No ano passado, o governo canadiano anunciou que estava a suspender algumas licenças de exportação de armas para Israel devido à perseguição na região.
O primeiro-ministro Mark Carney, que tomou posse em Março, também manifestou a sua oposição ao bloqueio de ajuda de Israel a Gaza e ao aumento da violência militar israelita e dos colonos na Cisjordânia ocupada.
Entretanto, o governo de Carney, juntamente com vários dos seus aliados, reconheceu um Estado palestiniano independente em Setembro.
Mas investigadores e defensores dos direitos humanos afirmaram que as lacunas no sistema de exportação de armas do Canadá permitiram que as armas fabricadas no Canadá continuassem a chegar a Israel, muitas vezes através dos Estados Unidos.
Apelaram também ao Canadá para que faça mais para impedir os ataques em curso de Israel aos palestinianos em Gaza e na Cisjordânia, e para apoiar os esforços para responsabilizar Israel por violações graves, incluindo no Tribunal Penal Internacional.
‘Um ambiente de desconfiança governamental’
Falk, que serviu como relator especial da ONU para os direitos humanos nos territórios palestinianos ocupados de 2008 a 2014, disse numa entrevista à Al Jazeera no sábado que acreditava que o seu interrogatório fazia parte de um esforço mais amplo para silenciar aqueles que disseram a verdade sobre o que estava a acontecer em Gaza.
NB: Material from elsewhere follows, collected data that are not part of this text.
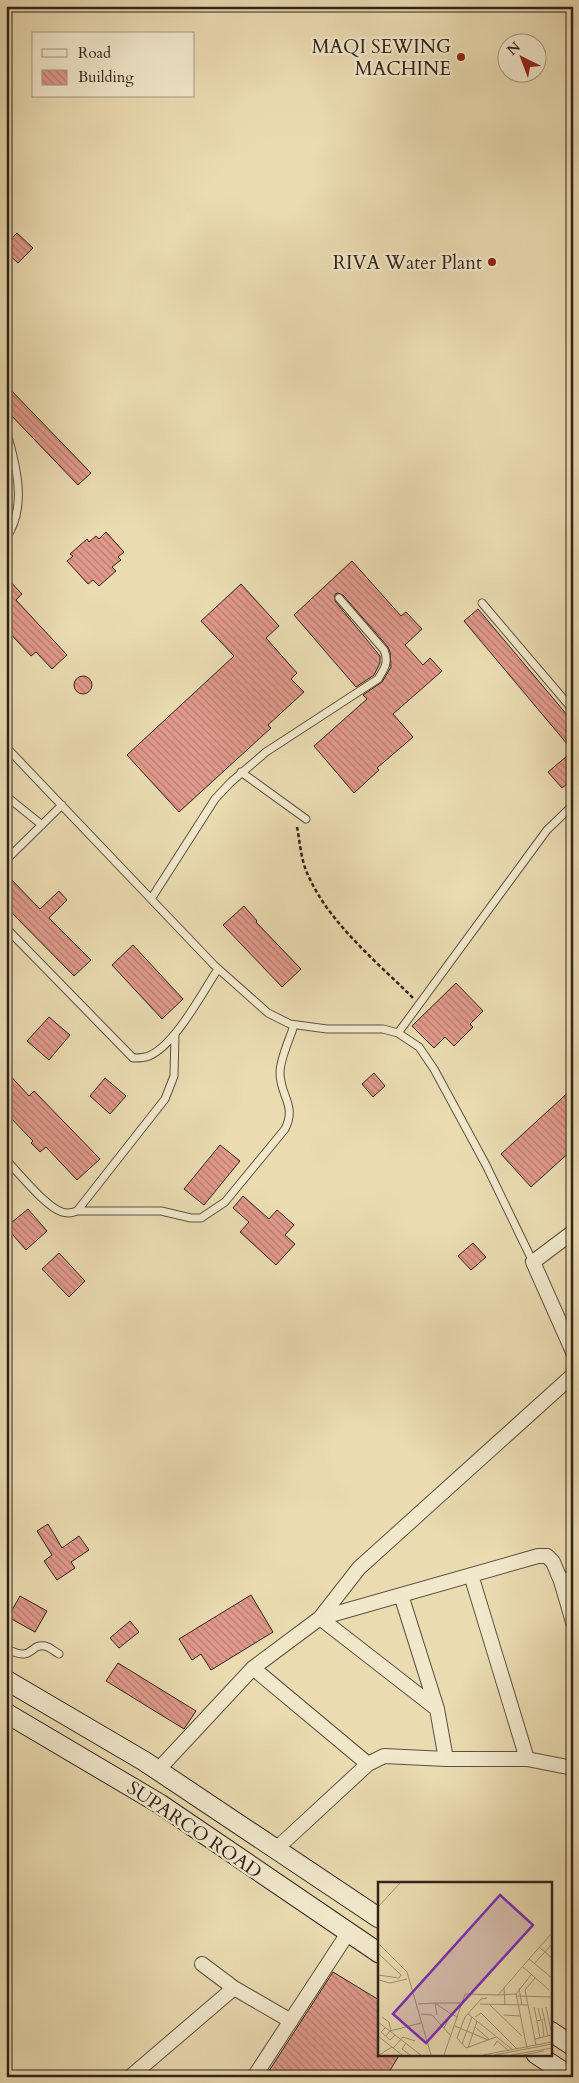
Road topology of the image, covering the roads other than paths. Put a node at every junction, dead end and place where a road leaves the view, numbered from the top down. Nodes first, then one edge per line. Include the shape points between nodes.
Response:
1 (6, 430) edge
2 (6, 538) edge
3 (339, 598) dead end
4 (482, 603) dead end
5 (573, 710) edge
6 (7, 749) edge
7 (241, 772) junction
8 (6, 796) edge
9 (62, 805) junction
10 (573, 805) edge
11 (306, 819) dead end
12 (42, 825) junction
13 (6, 860) edge
14 (151, 899) junction
15 (6, 928) edge
16 (218, 969) junction
17 (294, 1025) junction
18 (398, 1033) junction
19 (175, 1034) junction
20 (6, 1160) edge
21 (78, 1211) junction
22 (573, 1232) edge
23 (533, 1262) junction
24 (573, 1352) edge
25 (573, 1375) edge
26 (471, 1574) junction
27 (567, 1580) edge
28 (400, 1595) junction
29 (320, 1618) junction
30 (573, 1622) edge
31 (8, 1650) edge
32 (59, 1654) dead end
33 (6, 1658) edge
34 (253, 1668) junction
35 (6, 1680) edge
36 (437, 1709) junction
37 (6, 1713) edge
38 (446, 1759) junction
39 (527, 1759) junction
40 (368, 1764) junction
41 (150, 1766) junction
42 (573, 1768) edge
43 (128, 1784) junction
44 (176, 1784) junction
45 (160, 1804) junction
46 (275, 1850) junction
47 (378, 1917) edge
48 (348, 1933) junction
49 (378, 1952) edge
50 (202, 1964) dead end
51 (234, 1988) junction
52 (290, 2021) junction
53 (552, 2032) edge
54 (573, 2046) edge
55 (539, 2056) edge
56 (130, 2077) edge
57 (254, 2077) edge
58 (571, 2077) edge

1 - 2 lane via 15,461 19,493 15,526
3 - 7 lane via 384,650 387,657 378,679 266,752
4 - 5 lane
6 - 9 lane
7 - 11 lane
7 - 14 lane via 215,799
8 - 12 lane
9 - 12 lane
9 - 14 lane
10 - 18 lane via 547,830
12 - 13 lane
14 - 16 lane
15 - 19 lane via 133,1058 147,1057
16 - 17 lane via 268,1013
16 - 19 lane
17 - 18 lane via 327,1029 383,1029
17 - 21 lane via 280,1073 290,1119 225,1202 201,1218 160,1211
18 - 23 lane via 419,1047 434,1069
19 - 21 lane via 174,1076 165,1099
20 - 21 lane via 50,1206 69,1214
22 - 23 street
23 - 24 street
25 - 29 street via 360,1568
26 - 27 street via 547,1556
26 - 28 street
26 - 39 street
27 - 30 street
28 - 29 street
28 - 36 street
29 - 34 street
29 - 36 street
31 - 32 lane via 27,1655 42,1646
31 - 33 lane
34 - 40 street
34 - 41 street
35 - 41 main road, SUPARCO ROAD
36 - 38 street
37 - 43 main road, SUPARCO ROAD
38 - 39 street
38 - 40 street via 384,1756
39 - 42 street
40 - 46 street
41 - 43 main road
41 - 44 main road, SUPARCO ROAD
43 - 45 main road, SUPARCO ROAD
44 - 45 main road
44 - 46 main road, SUPARCO ROAD
45 - 48 main road, SUPARCO ROAD
46 - 47 main road, SUPARCO ROAD
48 - 49 main road, SUPARCO ROAD
48 - 52 street
50 - 51 street
51 - 52 street
51 - 56 street
52 - 57 street
53 - 54 main road
55 - 58 main road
“Acho que isso sugere uma atmosfera de desconfiança no governo que visa suprimir vozes dissidentes”, disse ele.
A Al Jazeera contactou várias agências governamentais canadianas relevantes para perguntar se Ottawa considerava o homem de 95 anos uma ameaça à segurança nacional e, em caso afirmativo, porquê.
Um porta-voz da CBSA disse por e-mail na segunda-feira que a agência não poderia comentar casos específicos, mas enfatizou que “as inspeções secundárias fazem parte do processo transfronteiriço”.
“É importante notar que os passageiros enviados para inspeção secundária não são ‘detidos'”, disse a porta-voz Rebecca Purdy.
“Os estrangeiros que desejam entrar no Canadá podem estar sujeitos a uma inspeção secundária por um oficial para determinar a admissibilidade no Canadá. Em alguns casos, a inspeção pode demorar mais devido à coleta de informações por meio de interrogatório.”
O Ministério das Relações Exteriores do Canadá, Global Affairs Canada, ainda não respondeu a um pedido de comentário enviado pela Al Jazeera no sábado.
Balsam, do Independent Jewish Voices-Canada, disse que tratar alguém como Falk como uma ameaça à segurança envia a mensagem de que “nenhum de nós está realmente a salvo da opressão e supressão da dissidência contra vozes críticas ao regime israelense”.
“Todos nós merecemos uma resposta e uma explicação do governo sobre este incidente assustador para todos os canadenses que falam sobre direitos humanos em geral e sobre a Palestina em particular”, disse ele à Al Jazeera.